§ What to work on
Determine how many lines in the records below include the word "street" and output that number alone.

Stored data
⁂

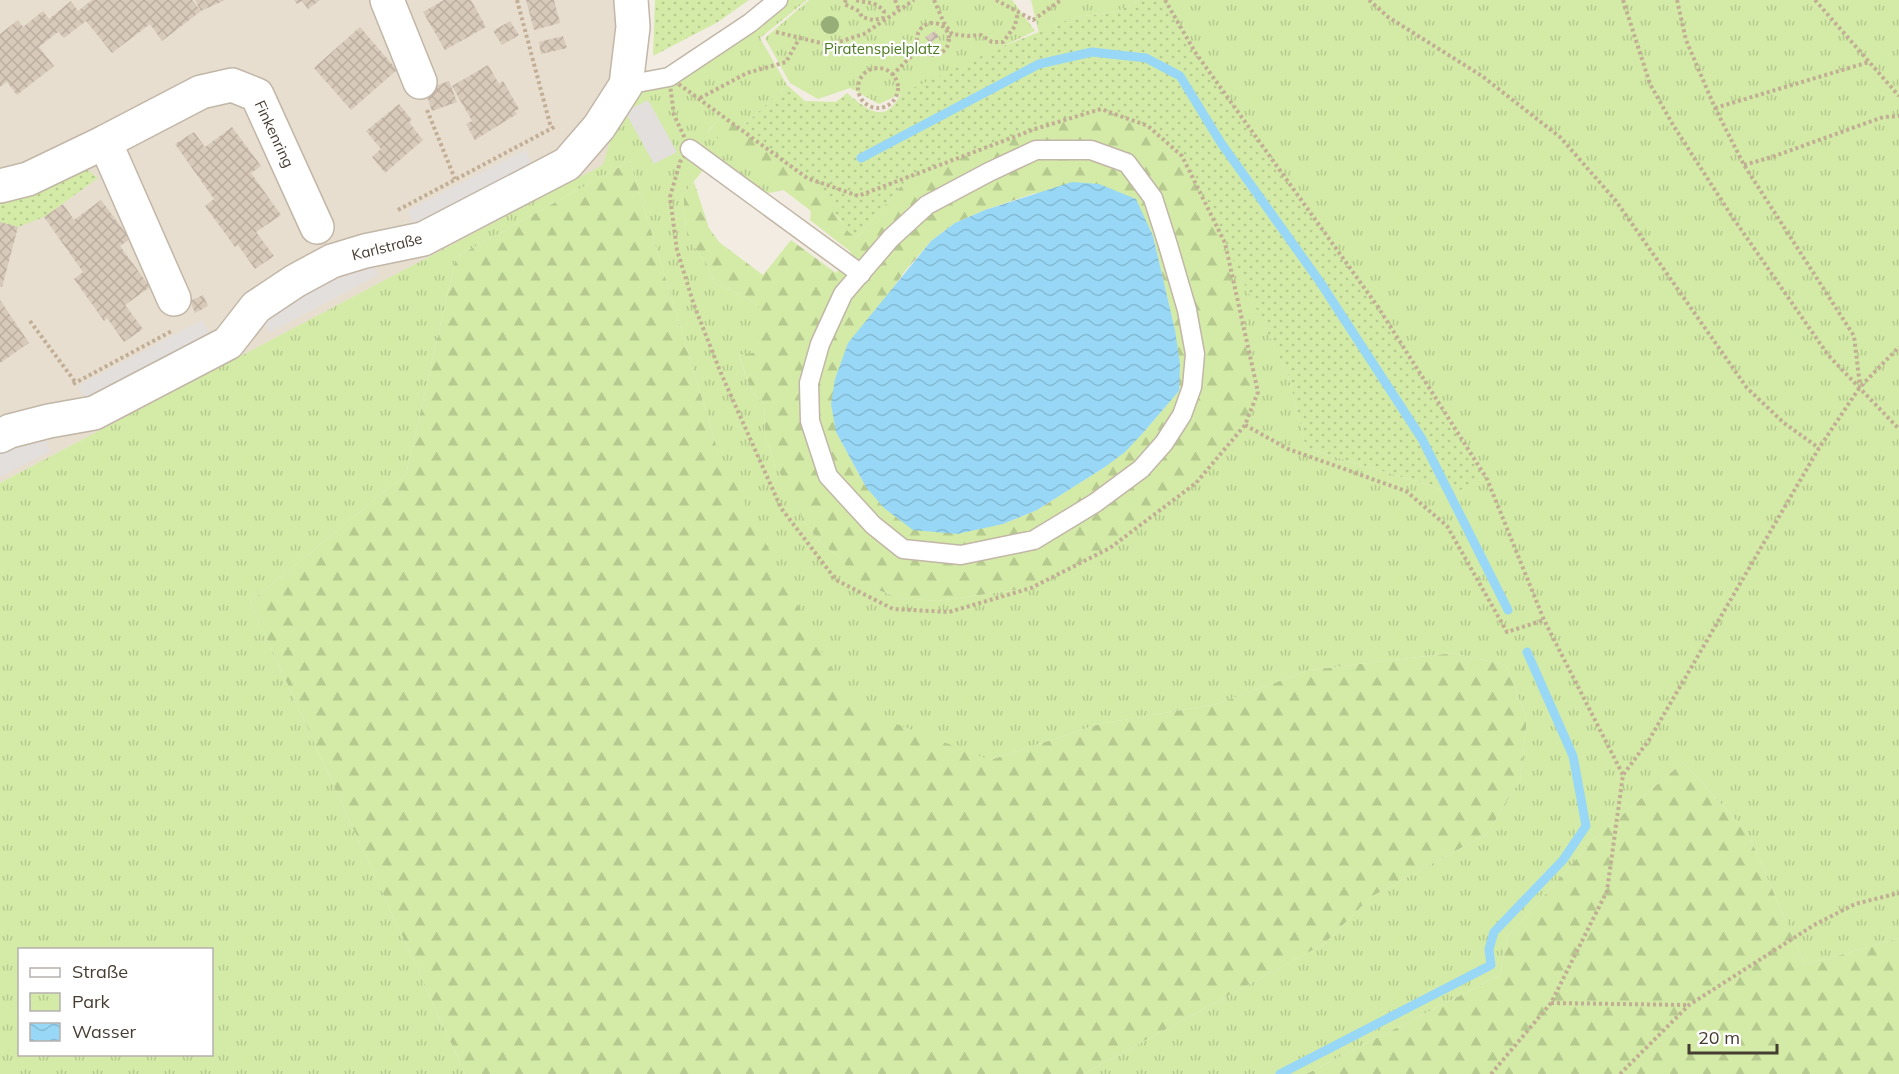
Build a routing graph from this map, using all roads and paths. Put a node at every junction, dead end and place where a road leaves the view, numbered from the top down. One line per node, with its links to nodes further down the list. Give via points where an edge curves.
1 (387, 0): 27 (street)
2 (516, 0): 34 (path)
3 (631, 0): 28 (street, via 633,27)
4 (778, 0): 20 (lane)
5 (846, 0): 19 (path, via 844,4 859,11 862,17)
6 (855, 0): 19 (path, via 879,5 884,11)
7 (895, 0): 17 (path)
8 (914, 0): 17 (path)
9 (934, 0): 21 (path)
10 (996, 0): 18 (path)
11 (1061, 0): 18 (path, via 1033,20)
12 (1165, 0): 53 (path, via 1195,52 1378,307 1487,478)
13 (1369, 0): 52 (path, via 1388,17 1482,76 1560,137 1616,201 1747,388 1784,423)
14 (1623, 0): 48 (path, via 1650,84 1673,125 1828,355)
15 (1677, 0): 31 (path, via 1686,40)
16 (1815, 0): 24 (path)
17 (900, 10): 19 (path)
18 (1018, 12): 21 (path, via 1015,26 1003,42 992,42 981,34 952,34)
19 (880, 21): 22 (path, via 864,34 829,45)
20 (750, 23): 22 (path); 26 (lane)
21 (944, 25): 23 (path, via 932,22 922,27 918,35); 23 (path, via 950,36 943,52 928,54)
22 (800, 39): 30 (path, via 786,62 747,73)
23 (920, 48): 25 (path)
24 (1869, 62): 29 (path); 31 (path)
25 (892, 75): 25 (path, via 878,68 861,77 858,88 863,102 872,108 892,102 897,93)
26 (669, 77): 28 (lane); 30 (path); 36 (path, via 674,115)
27 (420, 82): 38 (path, via 418,90)
28 (626, 85): 51 (street, Karlstraße, via 599,127 567,164 423,239 332,261 294,280 256,307 228,342 93,413)
29 (1899, 96)
30 (700, 98): 49 (path, via 807,178 858,196 1035,129 1101,109 1148,126 1182,156 1225,243 1258,392)
31 (1715, 108): 37 (path)
32 (1899, 116): 37 (path, via 1884,117)
33 (561, 123): 34 (path)
34 (551, 128): 38 (path)
35 (105, 142): 39 (street, Finkenring, via 28,179); 41 (street, Finkenring, via 201,92 232,85 257,95); 43 (street)
36 (690, 149): 42 (lane); 49 (path, via 680,162 670,197 677,250 720,371 781,508 836,580 893,609 949,612 1031,588 1110,548 1196,483)
37 (1744, 165): 48 (path, via 1854,336)
38 (455, 179): 40 (path)
39 (0, 186)
40 (396, 211)
41 (317, 227)
42 (861, 274): 42 (lane, via 843,294 820,344 809,383 810,421 828,476 873,525 903,549 961,555 1034,540 1141,469 1182,415 1192,387 1196,354 1187,310 1153,198 1127,163 1091,150 1036,150 927,205 891,238)
43 (175, 313): 46 (path)
44 (30, 321): 46 (path)
45 (1899, 347): 48 (path)
46 (76, 384): 47 (path)
47 (66, 387)
48 (1860, 387): 50 (path); 52 (path)
49 (1245, 425): 53 (path, via 1288,449 1406,491 1447,526 1507,632)
50 (1899, 429)
51 (0, 436)
52 (1819, 448): 54 (path, via 1649,740)
53 (1544, 620): 54 (path)
54 (1623, 775): 56 (path, via 1607,891)
55 (1899, 893): 57 (path, via 1855,904 1814,925)
56 (1551, 1004): 57 (path); 58 (path)
57 (1689, 1005): 59 (path)
58 (1491, 1074)
59 (1620, 1074)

⁂

§ The completed task
4